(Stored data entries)
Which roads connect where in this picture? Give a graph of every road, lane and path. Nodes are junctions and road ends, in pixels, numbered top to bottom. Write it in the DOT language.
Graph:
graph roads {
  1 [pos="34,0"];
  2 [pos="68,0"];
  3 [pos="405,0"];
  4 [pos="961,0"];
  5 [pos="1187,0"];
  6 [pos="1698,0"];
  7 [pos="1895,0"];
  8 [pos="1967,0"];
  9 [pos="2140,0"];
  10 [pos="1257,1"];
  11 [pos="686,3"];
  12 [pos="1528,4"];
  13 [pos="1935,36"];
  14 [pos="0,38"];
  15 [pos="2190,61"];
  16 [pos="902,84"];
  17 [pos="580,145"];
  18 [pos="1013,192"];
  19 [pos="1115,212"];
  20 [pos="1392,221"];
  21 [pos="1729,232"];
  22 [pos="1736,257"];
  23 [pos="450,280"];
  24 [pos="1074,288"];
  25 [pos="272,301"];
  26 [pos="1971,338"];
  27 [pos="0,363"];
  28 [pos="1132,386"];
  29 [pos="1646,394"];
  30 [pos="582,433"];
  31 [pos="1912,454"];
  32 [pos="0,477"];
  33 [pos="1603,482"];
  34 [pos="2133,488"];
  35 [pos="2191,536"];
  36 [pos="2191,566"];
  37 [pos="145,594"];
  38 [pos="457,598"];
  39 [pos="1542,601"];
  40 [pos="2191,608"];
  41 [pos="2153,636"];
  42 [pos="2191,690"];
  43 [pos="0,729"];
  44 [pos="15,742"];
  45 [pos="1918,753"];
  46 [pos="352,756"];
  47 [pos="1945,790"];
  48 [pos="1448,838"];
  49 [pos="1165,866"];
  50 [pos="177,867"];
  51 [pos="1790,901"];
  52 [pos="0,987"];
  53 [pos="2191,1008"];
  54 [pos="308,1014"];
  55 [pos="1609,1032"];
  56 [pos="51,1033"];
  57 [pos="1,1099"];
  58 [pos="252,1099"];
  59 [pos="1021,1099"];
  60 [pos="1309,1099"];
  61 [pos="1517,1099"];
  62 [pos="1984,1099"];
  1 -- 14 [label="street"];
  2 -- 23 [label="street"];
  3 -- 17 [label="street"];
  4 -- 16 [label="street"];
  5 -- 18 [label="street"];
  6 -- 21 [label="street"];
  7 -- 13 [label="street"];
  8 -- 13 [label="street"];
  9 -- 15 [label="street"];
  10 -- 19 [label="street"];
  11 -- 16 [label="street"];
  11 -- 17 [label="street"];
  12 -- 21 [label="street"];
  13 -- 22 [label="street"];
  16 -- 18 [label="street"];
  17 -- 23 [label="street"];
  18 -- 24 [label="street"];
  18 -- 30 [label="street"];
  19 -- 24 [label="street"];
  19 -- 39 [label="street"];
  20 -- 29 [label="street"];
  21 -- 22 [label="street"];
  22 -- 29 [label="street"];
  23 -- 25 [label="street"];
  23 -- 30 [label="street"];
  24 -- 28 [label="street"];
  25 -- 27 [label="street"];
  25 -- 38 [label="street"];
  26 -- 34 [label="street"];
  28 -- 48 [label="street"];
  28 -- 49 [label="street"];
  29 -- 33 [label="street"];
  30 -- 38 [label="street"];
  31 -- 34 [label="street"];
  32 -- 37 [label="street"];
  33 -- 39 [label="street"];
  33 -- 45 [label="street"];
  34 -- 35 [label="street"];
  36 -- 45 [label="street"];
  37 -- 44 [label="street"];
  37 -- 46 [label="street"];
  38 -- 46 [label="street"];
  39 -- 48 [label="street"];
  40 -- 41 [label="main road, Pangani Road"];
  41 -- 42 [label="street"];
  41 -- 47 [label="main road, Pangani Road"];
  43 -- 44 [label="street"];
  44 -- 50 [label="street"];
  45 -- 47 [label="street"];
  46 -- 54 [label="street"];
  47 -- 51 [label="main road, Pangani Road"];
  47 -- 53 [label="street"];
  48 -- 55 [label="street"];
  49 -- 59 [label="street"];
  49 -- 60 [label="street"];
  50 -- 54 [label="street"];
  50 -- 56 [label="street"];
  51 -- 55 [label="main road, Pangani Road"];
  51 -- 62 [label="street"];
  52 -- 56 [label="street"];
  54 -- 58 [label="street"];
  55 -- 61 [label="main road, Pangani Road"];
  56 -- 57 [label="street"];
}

» INSTRUCTIONS TO FOLLOW: If a line in the records contains the word "roads", copy it.

» EXERCISE RESPONSE:
Which roads connect where in this picture? Give a graph of every road, lane and path. Nodes are junctions and road ends, in pixels, numbered top to bottom. Write it in the DOT language.
graph roads {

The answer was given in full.